◆ **YOUR GOAL**
What lines in the material hold the string "name"? Copy out each of them.

**** DATA LISTING ****

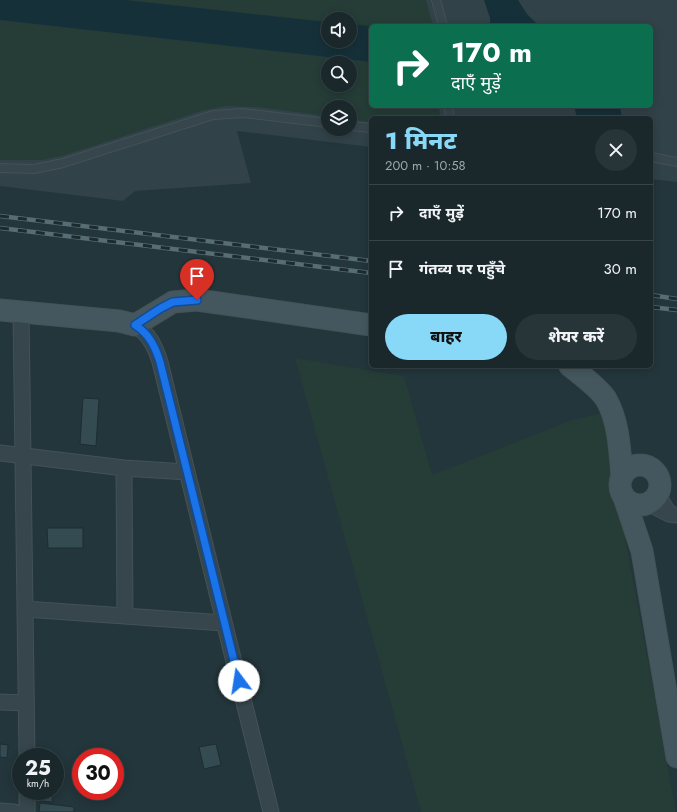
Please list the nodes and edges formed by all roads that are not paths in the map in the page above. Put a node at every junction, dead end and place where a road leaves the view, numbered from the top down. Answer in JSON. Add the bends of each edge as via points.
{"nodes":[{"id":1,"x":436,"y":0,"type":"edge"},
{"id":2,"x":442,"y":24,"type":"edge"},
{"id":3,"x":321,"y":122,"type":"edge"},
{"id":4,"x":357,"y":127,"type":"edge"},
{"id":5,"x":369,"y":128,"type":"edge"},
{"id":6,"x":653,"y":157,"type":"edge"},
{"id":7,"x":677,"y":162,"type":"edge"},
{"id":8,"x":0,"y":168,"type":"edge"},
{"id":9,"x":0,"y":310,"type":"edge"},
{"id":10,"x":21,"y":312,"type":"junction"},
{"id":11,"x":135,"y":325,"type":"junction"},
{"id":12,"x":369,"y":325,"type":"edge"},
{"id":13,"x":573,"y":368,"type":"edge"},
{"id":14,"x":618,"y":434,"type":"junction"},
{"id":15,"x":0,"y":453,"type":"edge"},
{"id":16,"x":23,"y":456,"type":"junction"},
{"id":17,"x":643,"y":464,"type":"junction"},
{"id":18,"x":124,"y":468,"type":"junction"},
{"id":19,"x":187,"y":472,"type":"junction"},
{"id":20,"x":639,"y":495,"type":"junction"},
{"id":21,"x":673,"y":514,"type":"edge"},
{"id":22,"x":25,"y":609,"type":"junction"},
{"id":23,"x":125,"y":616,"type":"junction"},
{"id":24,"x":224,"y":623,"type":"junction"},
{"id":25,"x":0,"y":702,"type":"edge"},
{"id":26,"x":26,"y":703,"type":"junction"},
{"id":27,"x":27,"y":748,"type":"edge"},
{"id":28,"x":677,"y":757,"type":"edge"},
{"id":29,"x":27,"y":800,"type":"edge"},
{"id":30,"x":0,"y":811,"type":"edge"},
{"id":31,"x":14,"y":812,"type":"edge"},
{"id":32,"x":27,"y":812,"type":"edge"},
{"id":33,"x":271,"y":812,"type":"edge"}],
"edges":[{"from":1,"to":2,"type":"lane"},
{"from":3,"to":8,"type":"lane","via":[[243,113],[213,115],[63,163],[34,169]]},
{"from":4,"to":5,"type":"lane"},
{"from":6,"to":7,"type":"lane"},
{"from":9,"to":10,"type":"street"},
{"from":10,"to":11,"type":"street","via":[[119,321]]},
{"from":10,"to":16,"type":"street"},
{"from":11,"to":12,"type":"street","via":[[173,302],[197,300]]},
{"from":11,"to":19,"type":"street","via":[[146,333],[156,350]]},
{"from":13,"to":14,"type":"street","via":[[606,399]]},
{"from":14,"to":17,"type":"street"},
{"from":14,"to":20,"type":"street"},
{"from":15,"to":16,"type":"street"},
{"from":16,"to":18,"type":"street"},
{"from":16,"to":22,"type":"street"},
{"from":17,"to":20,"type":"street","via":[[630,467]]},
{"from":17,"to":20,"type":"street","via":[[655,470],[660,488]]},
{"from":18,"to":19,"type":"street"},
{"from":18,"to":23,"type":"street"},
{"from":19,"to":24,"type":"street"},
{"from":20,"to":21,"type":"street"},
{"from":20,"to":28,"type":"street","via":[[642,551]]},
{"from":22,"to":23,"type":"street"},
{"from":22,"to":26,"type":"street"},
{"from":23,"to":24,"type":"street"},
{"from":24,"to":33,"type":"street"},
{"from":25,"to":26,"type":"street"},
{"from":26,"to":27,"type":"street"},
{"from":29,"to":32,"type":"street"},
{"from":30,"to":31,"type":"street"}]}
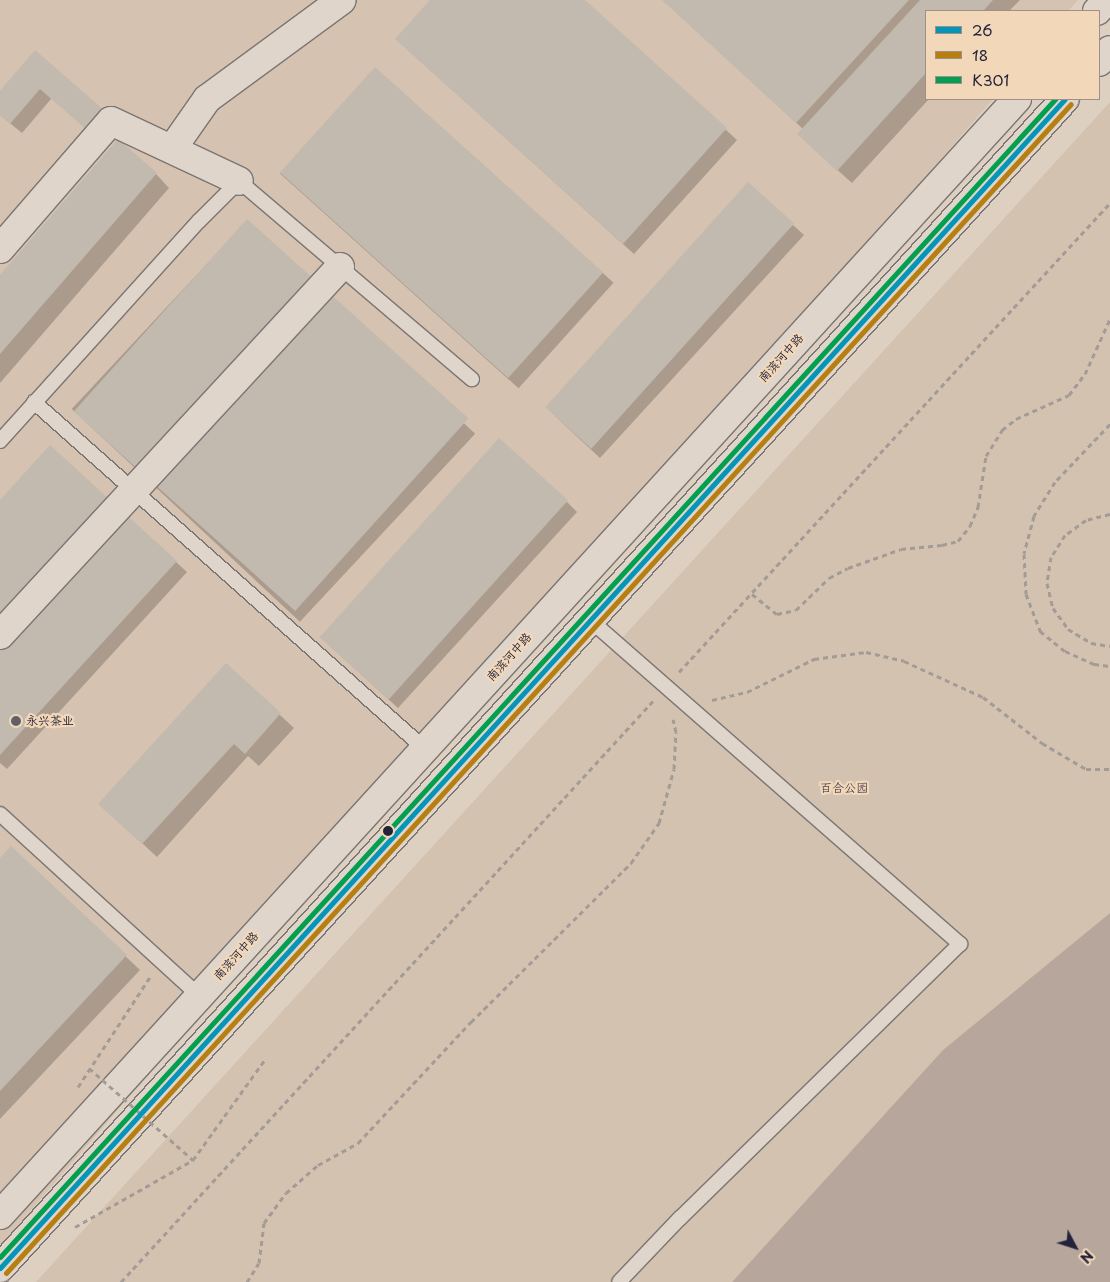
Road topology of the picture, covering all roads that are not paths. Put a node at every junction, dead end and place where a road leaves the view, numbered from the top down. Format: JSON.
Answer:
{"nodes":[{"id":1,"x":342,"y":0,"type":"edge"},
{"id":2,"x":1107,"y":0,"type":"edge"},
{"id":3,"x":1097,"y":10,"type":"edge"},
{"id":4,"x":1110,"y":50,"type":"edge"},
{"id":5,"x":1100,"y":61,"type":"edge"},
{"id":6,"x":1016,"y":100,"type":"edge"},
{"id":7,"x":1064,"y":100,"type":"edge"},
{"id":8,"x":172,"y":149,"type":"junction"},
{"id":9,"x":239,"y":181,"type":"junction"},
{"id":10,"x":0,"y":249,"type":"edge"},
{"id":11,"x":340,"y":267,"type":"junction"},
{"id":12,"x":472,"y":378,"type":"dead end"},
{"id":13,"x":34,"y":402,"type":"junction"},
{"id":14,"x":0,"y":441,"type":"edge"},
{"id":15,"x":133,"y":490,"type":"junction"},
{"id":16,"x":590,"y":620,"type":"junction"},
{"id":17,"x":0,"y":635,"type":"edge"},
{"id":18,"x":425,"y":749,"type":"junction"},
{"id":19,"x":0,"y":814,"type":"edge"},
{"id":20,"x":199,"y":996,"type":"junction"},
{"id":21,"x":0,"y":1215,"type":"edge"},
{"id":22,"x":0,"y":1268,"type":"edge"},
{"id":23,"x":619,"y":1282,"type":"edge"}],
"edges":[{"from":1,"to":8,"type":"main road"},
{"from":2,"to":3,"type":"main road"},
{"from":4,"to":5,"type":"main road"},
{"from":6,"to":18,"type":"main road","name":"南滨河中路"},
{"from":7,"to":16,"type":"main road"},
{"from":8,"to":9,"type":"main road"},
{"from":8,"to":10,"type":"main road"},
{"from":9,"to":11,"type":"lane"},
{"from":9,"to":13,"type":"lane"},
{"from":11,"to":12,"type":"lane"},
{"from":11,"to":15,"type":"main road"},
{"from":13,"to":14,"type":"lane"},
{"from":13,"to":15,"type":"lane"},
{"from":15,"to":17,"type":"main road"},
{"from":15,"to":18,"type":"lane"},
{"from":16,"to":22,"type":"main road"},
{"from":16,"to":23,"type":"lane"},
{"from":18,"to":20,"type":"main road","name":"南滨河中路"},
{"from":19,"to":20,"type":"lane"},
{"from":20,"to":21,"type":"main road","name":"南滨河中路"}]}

****

◆ **TASK OUTPUT**
{"from":6,"to":18,"type":"main road","name":"南滨河中路"},
{"from":18,"to":20,"type":"main road","name":"南滨河中路"},
{"from":20,"to":21,"type":"main road","name":"南滨河中路"}]}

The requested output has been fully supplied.